Congratulations! Really enjoyed the video.


----------



## sammydog (Aug 23, 2008)

Congrats, video looked great, love his happy prance!


----------



## nolefan (Nov 6, 2009)

That Slater is so terrific. You sure have done a wonderful job with him. Love seeing the video


----------



## Alaska7133 (May 26, 2011)

You make it look easy!


----------



## Beanie (Mar 18, 2010)

You two looked awesome - I can tell that you have trained with Bridget! Hoping that someday Parker looks as great. I think I'll show him the video


----------



## Lucky Penny (Nov 13, 2011)

Wonderful run! Beautiful healing!


----------



## coaraujo (Nov 2, 2012)

Just wow. I cant imagine getting to that level with my boys. So amazing. Definitely a dream for me. Thanks for posting, its so amazing to see for us just entering the world of dog competition. 
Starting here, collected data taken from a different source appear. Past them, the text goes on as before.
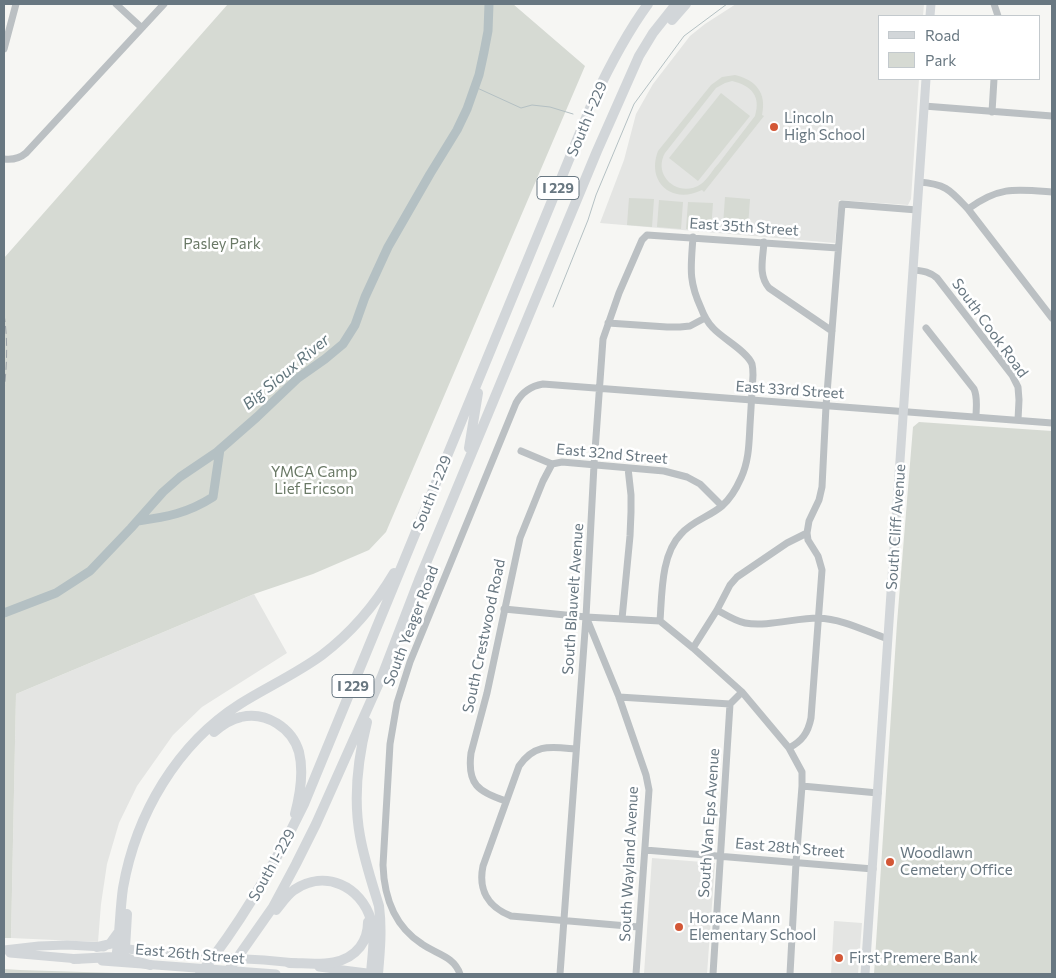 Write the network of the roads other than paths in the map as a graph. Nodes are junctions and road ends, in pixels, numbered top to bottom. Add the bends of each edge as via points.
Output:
1 (16, 4) edge
2 (116, 4) edge
3 (164, 4) edge
4 (648, 4) edge
5 (676, 4) edge
6 (686, 4) edge
7 (142, 28) junction
8 (4, 49) edge
9 (639, 56) junction
10 (926, 80) edge
11 (994, 80) edge
12 (924, 106) junction
13 (992, 112) junction
14 (1052, 116) edge
15 (4, 159) edge
16 (919, 182) junction
17 (1052, 192) edge
18 (968, 209) junction
19 (917, 210) junction
20 (647, 235) joint
21 (693, 237) junction
22 (764, 242) junction
23 (838, 248) junction
24 (913, 270) junction
25 (1052, 316) edge
26 (705, 318) junction
27 (608, 323) junction
28 (926, 328) dead end
29 (832, 331) junction
30 (480, 379) junction
31 (600, 389) junction
32 (527, 390) joint
33 (752, 401) junction
34 (826, 406) junction
35 (904, 412) junction
36 (976, 417) junction
37 (1018, 420) junction
38 (1052, 423) edge
39 (521, 451) dead end
40 (467, 464) junction
41 (552, 464) junction
42 (594, 465) junction
43 (628, 468) junction
44 (722, 506) junction
45 (422, 516) junction
46 (807, 533) junction
47 (504, 609) junction
48 (717, 610) junction
49 (586, 617) junction
50 (818, 618) junction
51 (622, 619) junction
52 (660, 621) junction
53 (888, 639) junction
54 (692, 648) junction
55 (382, 676) junction
56 (742, 692) junction
57 (619, 697) junction
58 (730, 704) junction
59 (576, 748) junction
60 (789, 748) junction
61 (802, 786) junction
62 (878, 793) junction
63 (506, 801) junction
64 (645, 850) junction
65 (279, 854) junction
66 (720, 856) junction
67 (796, 862) junction
68 (873, 868) junction
69 (366, 908) junction
70 (564, 921) junction
71 (119, 927) junction
72 (639, 927) junction
73 (247, 943) junction
74 (97, 947) junction
75 (121, 950) junction
76 (4, 951) edge
77 (74, 959) junction
78 (289, 962) junction
79 (150, 965) junction
80 (200, 974) edge
81 (226, 974) edge
82 (276, 974) edge
83 (371, 974) edge
84 (377, 974) edge
85 (460, 974) edge
86 (560, 974) edge
87 (636, 974) edge
88 (713, 974) edge
89 (790, 974) edge
90 (865, 974) edge

1 - 8 street
2 - 7 street
3 - 7 street
4 - 30 highway, South I-229 / I 229 via 614,58 593,102
5 - 9 highway, I 229
6 - 9 highway
7 - 15 street via 26,153 15,159
9 - 40 highway, South I-229 / I 229 via 596,151
10 - 12 main road, South Cliff Avenue
11 - 13 street
12 - 13 street
12 - 16 main road, South Cliff Avenue
13 - 14 street
16 - 18 street via 947,189
16 - 19 main road, South Cliff Avenue
17 - 18 street via 1009,190 987,197
18 - 25 street
19 - 23 street via 842,204
19 - 24 main road, South Cliff Avenue
20 - 21 street, East 35th Street
20 - 27 street, South Blauvelt Avenue via 642,240
21 - 22 street, East 35th Street
21 - 26 street via 690,271
22 - 23 street, East 35th Street
22 - 29 street via 762,278 765,284
23 - 29 street
24 - 35 main road, South Cliff Avenue
24 - 37 street, South Cook Road via 932,273 937,278 1012,375 1018,387
26 - 27 street via 680,327
26 - 33 street via 724,339 746,354 753,376
27 - 31 street, South Blauvelt Avenue via 603,339
28 - 36 street via 974,389
29 - 34 street
30 - 40 highway
30 - 45 highway, South I-229 / I 229
31 - 32 street, East 33rd Street via 543,384
31 - 33 street, East 33rd Street
31 - 42 street, South Blauvelt Avenue
32 - 85 street, South Yeager Road via 516,402 410,662 397,703 390,744 383,865 386,894 398,922 409,935 448,958
33 - 34 street, East 33rd Street
33 - 44 street via 748,459 741,478
34 - 35 street, East 33rd Street
34 - 46 street via 822,487
35 - 36 street, East 33rd Street
35 - 53 main road, South Cliff Avenue
36 - 37 street, East 33rd Street
37 - 38 street, East 33rd Street
39 - 41 street, East 32nd Street
40 - 55 highway, South I-229 / I 229
41 - 42 street, East 32nd Street
41 - 47 street, South Crestwood Road via 520,538
42 - 43 street, East 32nd Street
42 - 49 street, South Blauvelt Avenue
43 - 44 street, East 32nd Street via 687,477 700,484
43 - 51 street via 631,512
44 - 52 street via 692,524 673,544 665,567
45 - 65 highway, South I-229 / I 229 via 308,794
45 - 71 highway via 388,584 348,632 308,664 228,712 174,766 150,806 134,842 123,889
46 - 48 street via 737,577
46 - 50 street via 822,570
47 - 49 street
47 - 63 street, South Crestwood Road via 470,763 472,778 480,789 489,796
48 - 50 street via 746,623
48 - 54 street
49 - 51 street
49 - 57 street, South Wayland Avenue
49 - 59 street, South Blauvelt Avenue
50 - 53 street via 846,623
50 - 60 street via 810,725 803,738
51 - 52 street
52 - 54 street
53 - 62 main road, South Cliff Avenue
54 - 56 street
55 - 73 highway, South I-229 / I 229 via 306,845 272,907
55 - 84 highway via 364,736 357,797 360,838 381,917
56 - 58 street
56 - 60 street
57 - 58 street
57 - 64 street, South Wayland Avenue via 649,790
58 - 66 street, South Van Eps Avenue
59 - 63 street via 543,748 525,757
59 - 70 street, South Blauvelt Avenue
60 - 61 street via 802,772
61 - 62 street
61 - 67 street
62 - 68 main road, South Cliff Avenue
63 - 70 street via 481,874 484,892 496,909 511,916
64 - 66 street, East 28th Street
64 - 72 street, South Wayland Avenue
65 - 75 highway via 294,818 298,798 301,771 298,751 292,737 275,722 262,717 242,717 222,726 199,747 183,764 158,804 145,832 132,875
65 - 80 highway, South I-229 / I 229 via 244,914
66 - 67 street, East 28th Street
66 - 88 street, South Van Eps Avenue
67 - 68 street, East 28th Street
67 - 89 street
68 - 90 main road, South Cliff Avenue
69 - 73 highway via 354,892 342,884 327,881 311,883 293,891
69 - 78 highway via 366,937 348,958 329,963
69 - 83 highway via 374,934
70 - 72 street
70 - 86 street, South Blauvelt Avenue
71 - 74 highway via 110,944
71 - 75 highway
72 - 87 street, South Wayland Avenue
73 - 81 highway, South I-229 / I 229
74 - 75 main road, East 26th Street
74 - 76 main road, East 26th Street via 39,946
75 - 77 highway via 113,957
75 - 78 main road, East 26th Street
75 - 79 highway
76 - 77 main road, East 26th Street
77 - 79 main road, East 26th Street
78 - 83 main road, East 26th Street
79 - 82 main road, East 26th Street
83 - 84 main road, East 26th Street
Sent from Petguide.com Free App


----------



## ashleylp (Jul 23, 2011)

That's awesome! How did you teach the heads up heel? With a clicker? I taught Remy using a ball, but Caira gets too excited with a toy involved.


Sent from Petguide.com Free App


----------



## K9-Design (Jan 18, 2009)

I use Bridget Carlsen's methods so there is a lot involved with teaching every part of heeling. Head position, rhythm, pace, drive, marker words, etc etc etc. I don't use a clicker. Slater is more tug driven than anything so his reward is tug on a bumper. What you see is two years of work almost every day. We still need a lot of improvement!


----------



## ashleylp (Jul 23, 2011)

Does she have a DVD? I've seen some videos on YouTube - need to start this with my mal.

Sent from Petguide.com Free App


----------



## Loisiana (Jul 29, 2009)

I love showing in novice . Almost wish I could get a puppy every year just so I'd have something constantly able to show in novice (okay, maybe not LOL)

How's his open coming along?


----------



## K9-Design (Jan 18, 2009)

Yes Bridget has a DVD but it is very basic in what her methods entail. Her website is Bridget Carlsen - Competition Obedience Training
She has lots of youtube videos on her website as well with little snippits of training bits. She also has malinois her and her boyfriend do schutzhund as well as AKC obedience, agility, hunt tests and field trials. 
I would HIGHLY encourage you to attend one of her seminars if you can.

Slater's open is coming along fine, I have a laundry list of drills, games and skills to teach him before Bridget's seminar down here in FL in February. He knows the basics of everything. I have a lot to revamp on heeling. Stays he is just starting with out of sight. Honestly all the little drills he picks up super quick so I think putting open together will be quick. Besides there's no use in showing much between your CDX and UD so I probably won't dwell on showing in Open after our title. Utility he knows like nothing! LOL


----------